Wednesday, February 16, 2011

ANGELOLOGY by Danielle Trussoni

While reading this book, I felt that I was reliving Elizabeth Kostova's The Historian, but with angels instead of vampires. And these angels are not angelic, by any means. They are ruthless, relentless, and more bloodthirsty than any vampire. Actually, they're Nephilim--hybrids who are the product of angels having mated with humans. Evangeline is a young nun, descended from an aristocratic family of angelologists—those who study angels. Her mother died under mysterious circumstances, and Evangeline reunites with her estranged grandmother, Gabriella, when it becomes apparent that the conflict between the humans and the Nephilim over a hidden lyre is coming to a head.
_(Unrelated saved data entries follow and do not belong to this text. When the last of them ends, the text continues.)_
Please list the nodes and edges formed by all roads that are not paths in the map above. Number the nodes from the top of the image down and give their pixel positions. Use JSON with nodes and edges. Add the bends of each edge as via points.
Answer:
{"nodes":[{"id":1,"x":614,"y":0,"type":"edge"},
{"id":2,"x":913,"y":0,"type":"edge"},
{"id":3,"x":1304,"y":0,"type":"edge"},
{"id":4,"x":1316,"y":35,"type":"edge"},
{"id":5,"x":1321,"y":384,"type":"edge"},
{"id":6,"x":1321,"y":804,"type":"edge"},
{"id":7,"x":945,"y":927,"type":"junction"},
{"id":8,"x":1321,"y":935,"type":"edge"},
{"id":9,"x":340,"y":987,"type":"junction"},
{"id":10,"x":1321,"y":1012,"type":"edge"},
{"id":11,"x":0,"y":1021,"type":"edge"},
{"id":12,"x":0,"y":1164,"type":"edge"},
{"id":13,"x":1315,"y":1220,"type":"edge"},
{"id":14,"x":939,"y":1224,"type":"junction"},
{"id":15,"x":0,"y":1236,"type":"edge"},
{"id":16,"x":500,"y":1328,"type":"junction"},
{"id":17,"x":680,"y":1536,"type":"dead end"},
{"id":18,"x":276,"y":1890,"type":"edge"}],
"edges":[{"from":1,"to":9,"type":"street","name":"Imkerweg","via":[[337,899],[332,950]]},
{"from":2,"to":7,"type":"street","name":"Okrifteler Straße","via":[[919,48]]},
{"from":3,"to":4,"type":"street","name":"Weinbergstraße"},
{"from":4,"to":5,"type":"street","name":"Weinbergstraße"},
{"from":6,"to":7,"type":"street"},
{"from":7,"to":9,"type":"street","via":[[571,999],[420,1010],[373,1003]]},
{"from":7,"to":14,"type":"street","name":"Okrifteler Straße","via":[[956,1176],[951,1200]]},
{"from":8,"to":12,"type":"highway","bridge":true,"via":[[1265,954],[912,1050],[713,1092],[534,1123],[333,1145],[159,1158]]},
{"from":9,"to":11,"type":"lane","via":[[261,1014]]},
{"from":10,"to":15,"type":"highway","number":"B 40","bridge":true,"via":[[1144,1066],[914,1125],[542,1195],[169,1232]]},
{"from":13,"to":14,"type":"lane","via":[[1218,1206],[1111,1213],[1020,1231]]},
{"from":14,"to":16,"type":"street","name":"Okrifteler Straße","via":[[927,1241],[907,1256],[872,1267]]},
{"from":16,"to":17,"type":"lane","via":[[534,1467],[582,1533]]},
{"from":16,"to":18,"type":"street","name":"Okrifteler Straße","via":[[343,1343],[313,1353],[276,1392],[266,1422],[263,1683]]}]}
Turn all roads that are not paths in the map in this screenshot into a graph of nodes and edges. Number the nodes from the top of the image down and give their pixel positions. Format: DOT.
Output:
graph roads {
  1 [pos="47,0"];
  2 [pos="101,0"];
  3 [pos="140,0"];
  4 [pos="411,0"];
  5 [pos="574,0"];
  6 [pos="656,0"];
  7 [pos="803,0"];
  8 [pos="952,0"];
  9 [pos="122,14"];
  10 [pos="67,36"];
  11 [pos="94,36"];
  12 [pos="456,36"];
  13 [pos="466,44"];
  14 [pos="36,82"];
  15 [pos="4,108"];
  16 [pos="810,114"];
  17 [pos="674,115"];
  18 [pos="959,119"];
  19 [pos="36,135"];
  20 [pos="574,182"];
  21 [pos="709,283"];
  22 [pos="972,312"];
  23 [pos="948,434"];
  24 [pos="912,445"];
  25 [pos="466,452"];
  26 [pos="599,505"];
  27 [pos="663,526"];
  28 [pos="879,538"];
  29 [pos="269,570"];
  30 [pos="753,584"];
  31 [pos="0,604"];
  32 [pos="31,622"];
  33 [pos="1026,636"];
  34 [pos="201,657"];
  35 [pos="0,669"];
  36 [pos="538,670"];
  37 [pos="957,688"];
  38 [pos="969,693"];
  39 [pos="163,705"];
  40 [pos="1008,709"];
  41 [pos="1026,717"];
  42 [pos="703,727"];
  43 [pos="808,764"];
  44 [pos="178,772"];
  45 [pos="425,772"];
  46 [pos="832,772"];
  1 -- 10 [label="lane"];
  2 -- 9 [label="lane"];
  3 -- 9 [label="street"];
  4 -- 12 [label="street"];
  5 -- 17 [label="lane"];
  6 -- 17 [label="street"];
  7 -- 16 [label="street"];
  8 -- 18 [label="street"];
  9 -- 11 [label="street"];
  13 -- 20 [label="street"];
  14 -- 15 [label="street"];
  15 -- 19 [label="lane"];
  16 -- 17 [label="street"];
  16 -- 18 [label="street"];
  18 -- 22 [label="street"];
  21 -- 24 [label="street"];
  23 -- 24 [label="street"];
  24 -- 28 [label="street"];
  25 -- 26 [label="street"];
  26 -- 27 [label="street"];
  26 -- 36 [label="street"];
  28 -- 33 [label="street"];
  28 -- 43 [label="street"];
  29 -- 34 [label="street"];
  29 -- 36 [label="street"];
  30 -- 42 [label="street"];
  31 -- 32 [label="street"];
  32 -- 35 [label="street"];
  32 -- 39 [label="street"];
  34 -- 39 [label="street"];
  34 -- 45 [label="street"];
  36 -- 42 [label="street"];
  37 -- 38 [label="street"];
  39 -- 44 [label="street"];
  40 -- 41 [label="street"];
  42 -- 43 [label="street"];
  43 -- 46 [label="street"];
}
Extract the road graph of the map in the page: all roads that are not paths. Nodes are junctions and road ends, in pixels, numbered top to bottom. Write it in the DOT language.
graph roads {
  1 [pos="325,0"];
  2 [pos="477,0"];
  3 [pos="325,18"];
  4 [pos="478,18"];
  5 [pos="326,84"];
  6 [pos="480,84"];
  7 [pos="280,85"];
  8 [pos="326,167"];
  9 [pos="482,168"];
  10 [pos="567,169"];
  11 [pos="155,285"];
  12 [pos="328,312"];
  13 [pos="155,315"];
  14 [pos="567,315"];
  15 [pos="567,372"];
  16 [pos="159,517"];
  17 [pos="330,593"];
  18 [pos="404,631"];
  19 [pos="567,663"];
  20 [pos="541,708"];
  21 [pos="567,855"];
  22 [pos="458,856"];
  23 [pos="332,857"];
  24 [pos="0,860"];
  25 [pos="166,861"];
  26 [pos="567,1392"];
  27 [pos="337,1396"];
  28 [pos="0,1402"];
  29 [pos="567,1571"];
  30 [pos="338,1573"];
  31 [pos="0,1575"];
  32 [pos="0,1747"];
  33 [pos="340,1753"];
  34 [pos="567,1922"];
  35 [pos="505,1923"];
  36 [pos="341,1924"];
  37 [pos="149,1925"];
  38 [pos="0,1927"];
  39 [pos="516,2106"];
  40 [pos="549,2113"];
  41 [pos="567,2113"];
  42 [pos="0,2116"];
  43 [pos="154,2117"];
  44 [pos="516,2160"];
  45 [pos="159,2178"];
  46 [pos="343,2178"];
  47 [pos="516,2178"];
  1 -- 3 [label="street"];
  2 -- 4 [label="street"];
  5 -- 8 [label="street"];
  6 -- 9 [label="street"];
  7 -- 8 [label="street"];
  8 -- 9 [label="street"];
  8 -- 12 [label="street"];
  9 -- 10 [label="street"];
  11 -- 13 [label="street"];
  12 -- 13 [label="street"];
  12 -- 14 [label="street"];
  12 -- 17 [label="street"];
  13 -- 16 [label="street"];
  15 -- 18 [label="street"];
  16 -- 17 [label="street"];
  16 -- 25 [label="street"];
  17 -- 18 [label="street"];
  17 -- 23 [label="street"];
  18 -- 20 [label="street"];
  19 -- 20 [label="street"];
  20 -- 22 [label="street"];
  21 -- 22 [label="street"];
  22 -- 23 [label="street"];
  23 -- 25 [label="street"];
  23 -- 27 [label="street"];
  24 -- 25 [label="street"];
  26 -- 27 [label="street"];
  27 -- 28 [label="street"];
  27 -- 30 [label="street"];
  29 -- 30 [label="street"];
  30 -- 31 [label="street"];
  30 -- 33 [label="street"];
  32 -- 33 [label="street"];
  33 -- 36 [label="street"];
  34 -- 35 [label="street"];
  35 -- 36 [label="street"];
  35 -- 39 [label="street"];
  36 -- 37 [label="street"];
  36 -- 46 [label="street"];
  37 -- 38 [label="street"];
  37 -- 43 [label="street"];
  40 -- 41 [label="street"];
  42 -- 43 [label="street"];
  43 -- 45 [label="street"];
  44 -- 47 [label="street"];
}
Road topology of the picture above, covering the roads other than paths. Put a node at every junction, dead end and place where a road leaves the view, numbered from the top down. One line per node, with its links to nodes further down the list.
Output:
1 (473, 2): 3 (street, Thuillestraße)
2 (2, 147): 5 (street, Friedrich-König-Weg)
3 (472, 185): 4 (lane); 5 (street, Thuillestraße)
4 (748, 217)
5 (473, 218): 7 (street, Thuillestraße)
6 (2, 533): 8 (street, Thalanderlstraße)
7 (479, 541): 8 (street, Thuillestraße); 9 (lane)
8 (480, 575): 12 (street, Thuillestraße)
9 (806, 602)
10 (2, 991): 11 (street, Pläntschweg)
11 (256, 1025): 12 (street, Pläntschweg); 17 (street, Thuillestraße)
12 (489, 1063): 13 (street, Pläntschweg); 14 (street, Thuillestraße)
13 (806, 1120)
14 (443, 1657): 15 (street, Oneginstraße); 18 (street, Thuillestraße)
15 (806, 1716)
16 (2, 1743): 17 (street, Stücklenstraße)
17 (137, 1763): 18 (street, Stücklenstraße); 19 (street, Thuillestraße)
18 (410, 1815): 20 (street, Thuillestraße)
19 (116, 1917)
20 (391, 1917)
Trussoni quotes several passages of scripture from the Old Testament to help obscure (or emphasize, depending on your perspective) the fact that this is a fantasy novel and even provides an explanation for how the Nephilim survived the flood. One of the Nephilim, Percival Grigorio, has engaged the services of an art historian, Verlaine, to help him discover the whereabouts of the magical lyre whose music may help Grigorio overcome a degenerative disease. (I kept wondering if Verlaine was himself a descendant of the French poet, but this was never mentioned, so I guess not.) Verlaine and Evangeline cross paths when Verlaine digs into a correspondence that took place between Abigail Rockefeller and the Mother Superior of the convent some 50 years before. Thus ensues a scavenger hunt, reminiscent of The Da Vinci Code. (In fact, Dan Brown's title Angels and Demons would certainly have been appropriate for this book.) The abrupt ending brought to mind the emergence of a superhero, akin to Peter Parker when he gets bitten by a spider and becomes Spiderman. In other words, the literary influences here range from Biblical to comic book, with a few popular novels thrown in for good measure. Several reviewers have remarked on how imaginative this novel is, but its originality was marred by how much it seemed to draw from other sources.